- Brief: Look for the line that has "width:216px; height:216px; fill:#fffc;" in the material below; please repeat it and every line after it, exactly, up to and including the line that has "2 1 2 8 2 1", and nothing else.

- Supplied data:

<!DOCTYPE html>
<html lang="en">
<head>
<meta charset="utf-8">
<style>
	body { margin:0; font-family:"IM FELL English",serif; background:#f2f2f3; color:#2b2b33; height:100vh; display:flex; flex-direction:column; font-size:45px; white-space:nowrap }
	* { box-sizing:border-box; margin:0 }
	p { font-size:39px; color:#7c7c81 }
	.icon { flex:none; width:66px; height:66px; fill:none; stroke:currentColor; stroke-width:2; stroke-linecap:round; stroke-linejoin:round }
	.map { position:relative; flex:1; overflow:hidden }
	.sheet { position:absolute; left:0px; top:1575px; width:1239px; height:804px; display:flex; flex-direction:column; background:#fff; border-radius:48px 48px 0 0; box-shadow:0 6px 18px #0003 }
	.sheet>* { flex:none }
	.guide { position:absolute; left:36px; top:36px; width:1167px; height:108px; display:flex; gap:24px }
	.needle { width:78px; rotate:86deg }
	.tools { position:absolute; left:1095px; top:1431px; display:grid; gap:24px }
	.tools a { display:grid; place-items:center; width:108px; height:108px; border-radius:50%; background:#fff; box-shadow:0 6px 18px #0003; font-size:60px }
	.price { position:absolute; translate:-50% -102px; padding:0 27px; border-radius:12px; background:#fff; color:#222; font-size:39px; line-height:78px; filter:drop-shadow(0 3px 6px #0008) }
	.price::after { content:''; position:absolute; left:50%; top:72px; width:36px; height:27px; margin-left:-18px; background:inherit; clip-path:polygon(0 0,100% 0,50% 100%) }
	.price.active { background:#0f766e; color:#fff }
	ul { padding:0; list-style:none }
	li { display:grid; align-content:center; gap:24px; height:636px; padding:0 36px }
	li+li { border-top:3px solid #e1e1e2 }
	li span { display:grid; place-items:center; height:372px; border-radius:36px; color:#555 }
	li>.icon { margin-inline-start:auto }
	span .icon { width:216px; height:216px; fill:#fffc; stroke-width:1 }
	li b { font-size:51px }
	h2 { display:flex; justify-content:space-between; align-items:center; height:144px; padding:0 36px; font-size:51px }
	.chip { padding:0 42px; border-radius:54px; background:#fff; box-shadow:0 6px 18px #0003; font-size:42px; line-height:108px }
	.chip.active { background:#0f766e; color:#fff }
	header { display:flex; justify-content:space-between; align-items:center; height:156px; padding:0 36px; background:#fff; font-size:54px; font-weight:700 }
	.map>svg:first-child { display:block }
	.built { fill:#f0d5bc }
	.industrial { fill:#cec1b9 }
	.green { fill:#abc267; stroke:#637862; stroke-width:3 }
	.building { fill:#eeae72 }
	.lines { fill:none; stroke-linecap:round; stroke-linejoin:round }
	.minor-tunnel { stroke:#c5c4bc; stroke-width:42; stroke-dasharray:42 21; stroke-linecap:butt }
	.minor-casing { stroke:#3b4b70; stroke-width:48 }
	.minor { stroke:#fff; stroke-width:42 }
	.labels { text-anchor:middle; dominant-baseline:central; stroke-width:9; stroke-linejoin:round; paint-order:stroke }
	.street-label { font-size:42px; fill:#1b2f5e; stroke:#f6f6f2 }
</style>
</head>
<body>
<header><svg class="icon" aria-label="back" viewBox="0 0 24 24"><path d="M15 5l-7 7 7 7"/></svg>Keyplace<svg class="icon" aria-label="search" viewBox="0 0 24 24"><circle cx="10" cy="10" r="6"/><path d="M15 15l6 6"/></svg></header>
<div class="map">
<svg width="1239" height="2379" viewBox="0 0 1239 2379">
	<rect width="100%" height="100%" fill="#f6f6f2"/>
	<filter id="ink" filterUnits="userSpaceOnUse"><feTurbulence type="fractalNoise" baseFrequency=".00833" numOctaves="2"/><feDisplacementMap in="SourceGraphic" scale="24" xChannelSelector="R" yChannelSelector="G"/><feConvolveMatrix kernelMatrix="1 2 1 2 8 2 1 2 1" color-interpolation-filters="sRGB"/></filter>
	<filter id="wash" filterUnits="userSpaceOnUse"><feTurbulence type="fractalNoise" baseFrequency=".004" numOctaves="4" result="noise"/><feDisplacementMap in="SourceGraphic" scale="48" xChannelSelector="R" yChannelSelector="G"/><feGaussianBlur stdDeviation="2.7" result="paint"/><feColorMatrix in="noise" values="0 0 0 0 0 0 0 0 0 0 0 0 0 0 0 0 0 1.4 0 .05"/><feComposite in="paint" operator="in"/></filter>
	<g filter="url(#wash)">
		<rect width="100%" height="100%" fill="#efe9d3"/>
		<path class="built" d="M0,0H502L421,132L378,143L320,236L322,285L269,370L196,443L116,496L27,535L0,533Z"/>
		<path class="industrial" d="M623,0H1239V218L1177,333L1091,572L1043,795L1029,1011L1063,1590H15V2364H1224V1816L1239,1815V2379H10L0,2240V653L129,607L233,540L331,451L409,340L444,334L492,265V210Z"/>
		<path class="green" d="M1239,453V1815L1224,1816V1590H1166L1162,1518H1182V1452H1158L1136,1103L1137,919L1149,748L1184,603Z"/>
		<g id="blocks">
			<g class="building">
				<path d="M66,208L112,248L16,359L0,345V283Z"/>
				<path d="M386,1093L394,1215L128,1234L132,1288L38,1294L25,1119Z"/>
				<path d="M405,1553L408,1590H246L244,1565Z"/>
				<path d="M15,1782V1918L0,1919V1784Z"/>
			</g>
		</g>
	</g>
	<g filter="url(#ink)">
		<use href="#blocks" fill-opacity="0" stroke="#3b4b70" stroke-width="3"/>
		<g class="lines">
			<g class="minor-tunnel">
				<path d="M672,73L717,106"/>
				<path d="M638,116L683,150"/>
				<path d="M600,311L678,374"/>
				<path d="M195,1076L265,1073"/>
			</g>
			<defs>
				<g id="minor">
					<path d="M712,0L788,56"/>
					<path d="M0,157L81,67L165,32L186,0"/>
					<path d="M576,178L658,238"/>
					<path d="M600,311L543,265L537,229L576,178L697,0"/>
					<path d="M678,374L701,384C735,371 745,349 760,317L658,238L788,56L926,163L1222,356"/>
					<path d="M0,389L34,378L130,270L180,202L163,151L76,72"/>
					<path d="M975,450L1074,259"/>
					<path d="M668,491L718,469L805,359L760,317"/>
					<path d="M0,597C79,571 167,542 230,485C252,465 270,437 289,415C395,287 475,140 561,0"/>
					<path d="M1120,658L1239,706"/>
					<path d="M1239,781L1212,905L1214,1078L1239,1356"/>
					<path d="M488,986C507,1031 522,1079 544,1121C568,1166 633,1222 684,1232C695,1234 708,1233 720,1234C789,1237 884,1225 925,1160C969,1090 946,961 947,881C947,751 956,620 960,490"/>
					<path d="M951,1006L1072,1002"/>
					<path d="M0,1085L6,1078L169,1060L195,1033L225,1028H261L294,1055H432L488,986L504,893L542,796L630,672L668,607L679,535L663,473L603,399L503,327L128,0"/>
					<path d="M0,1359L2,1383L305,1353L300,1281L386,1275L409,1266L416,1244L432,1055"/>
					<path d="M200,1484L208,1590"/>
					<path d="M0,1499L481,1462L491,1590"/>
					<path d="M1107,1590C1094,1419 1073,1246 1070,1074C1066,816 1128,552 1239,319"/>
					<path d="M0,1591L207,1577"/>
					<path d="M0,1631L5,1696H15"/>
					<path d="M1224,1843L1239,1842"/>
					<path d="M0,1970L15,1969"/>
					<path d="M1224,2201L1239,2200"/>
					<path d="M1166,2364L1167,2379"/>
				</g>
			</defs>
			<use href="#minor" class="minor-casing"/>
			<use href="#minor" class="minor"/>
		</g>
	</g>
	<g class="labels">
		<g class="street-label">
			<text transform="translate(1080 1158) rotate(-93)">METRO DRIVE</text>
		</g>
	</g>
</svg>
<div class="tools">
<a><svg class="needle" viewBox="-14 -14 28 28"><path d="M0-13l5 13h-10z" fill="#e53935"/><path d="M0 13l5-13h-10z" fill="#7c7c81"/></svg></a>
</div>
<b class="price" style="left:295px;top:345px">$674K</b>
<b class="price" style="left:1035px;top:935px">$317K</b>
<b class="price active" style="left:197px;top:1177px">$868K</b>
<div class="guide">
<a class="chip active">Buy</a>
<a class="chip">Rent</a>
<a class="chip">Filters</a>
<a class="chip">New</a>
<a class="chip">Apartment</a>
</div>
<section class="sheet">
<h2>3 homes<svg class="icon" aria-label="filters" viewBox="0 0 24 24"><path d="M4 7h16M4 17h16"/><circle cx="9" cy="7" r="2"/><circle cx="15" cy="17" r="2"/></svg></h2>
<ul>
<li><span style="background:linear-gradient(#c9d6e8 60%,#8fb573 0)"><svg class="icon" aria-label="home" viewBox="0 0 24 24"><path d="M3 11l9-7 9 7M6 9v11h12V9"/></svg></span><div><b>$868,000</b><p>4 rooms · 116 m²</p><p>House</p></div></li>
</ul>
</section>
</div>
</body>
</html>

- Solution for this problem:
	span .icon { width:216px; height:216px; fill:#fffc; stroke-width:1 }
	li b { font-size:51px }
	h2 { display:flex; justify-content:space-between; align-items:center; height:144px; padding:0 36px; font-size:51px }
	.chip { padding:0 42px; border-radius:54px; background:#fff; box-shadow:0 6px 18px #0003; font-size:42px; line-height:108px }
	.chip.active { background:#0f766e; color:#fff }
	header { display:flex; justify-content:space-between; align-items:center; height:156px; padding:0 36px; background:#fff; font-size:54px; font-weight:700 }
	.map>svg:first-child { display:block }
	.built { fill:#f0d5bc }
	.industrial { fill:#cec1b9 }
	.green { fill:#abc267; stroke:#637862; stroke-width:3 }
	.building { fill:#eeae72 }
	.lines { fill:none; stroke-linecap:round; stroke-linejoin:round }
	.minor-tunnel { stroke:#c5c4bc; stroke-width:42; stroke-dasharray:42 21; stroke-linecap:butt }
	.minor-casing { stroke:#3b4b70; stroke-width:48 }
	.minor { stroke:#fff; stroke-width:42 }
	.labels { text-anchor:middle; dominant-baseline:central; stroke-width:9; stroke-linejoin:round; paint-order:stroke }
	.street-label { font-size:42px; fill:#1b2f5e; stroke:#f6f6f2 }
</style>
</head>
<body>
<header><svg class="icon" aria-label="back" viewBox="0 0 24 24"><path d="M15 5l-7 7 7 7"/></svg>Keyplace<svg class="icon" aria-label="search" viewBox="0 0 24 24"><circle cx="10" cy="10" r="6"/><path d="M15 15l6 6"/></svg></header>
<div class="map">
<svg width="1239" height="2379" viewBox="0 0 1239 2379">
	<rect width="100%" height="100%" fill="#f6f6f2"/>
	<filter id="ink" filterUnits="userSpaceOnUse"><feTurbulence type="fractalNoise" baseFrequency=".00833" numOctaves="2"/><feDisplacementMap in="SourceGraphic" scale="24" xChannelSelector="R" yChannelSelector="G"/><feConvolveMatrix kernelMatrix="1 2 1 2 8 2 1 2 1" color-interpolation-filters="sRGB"/></filter>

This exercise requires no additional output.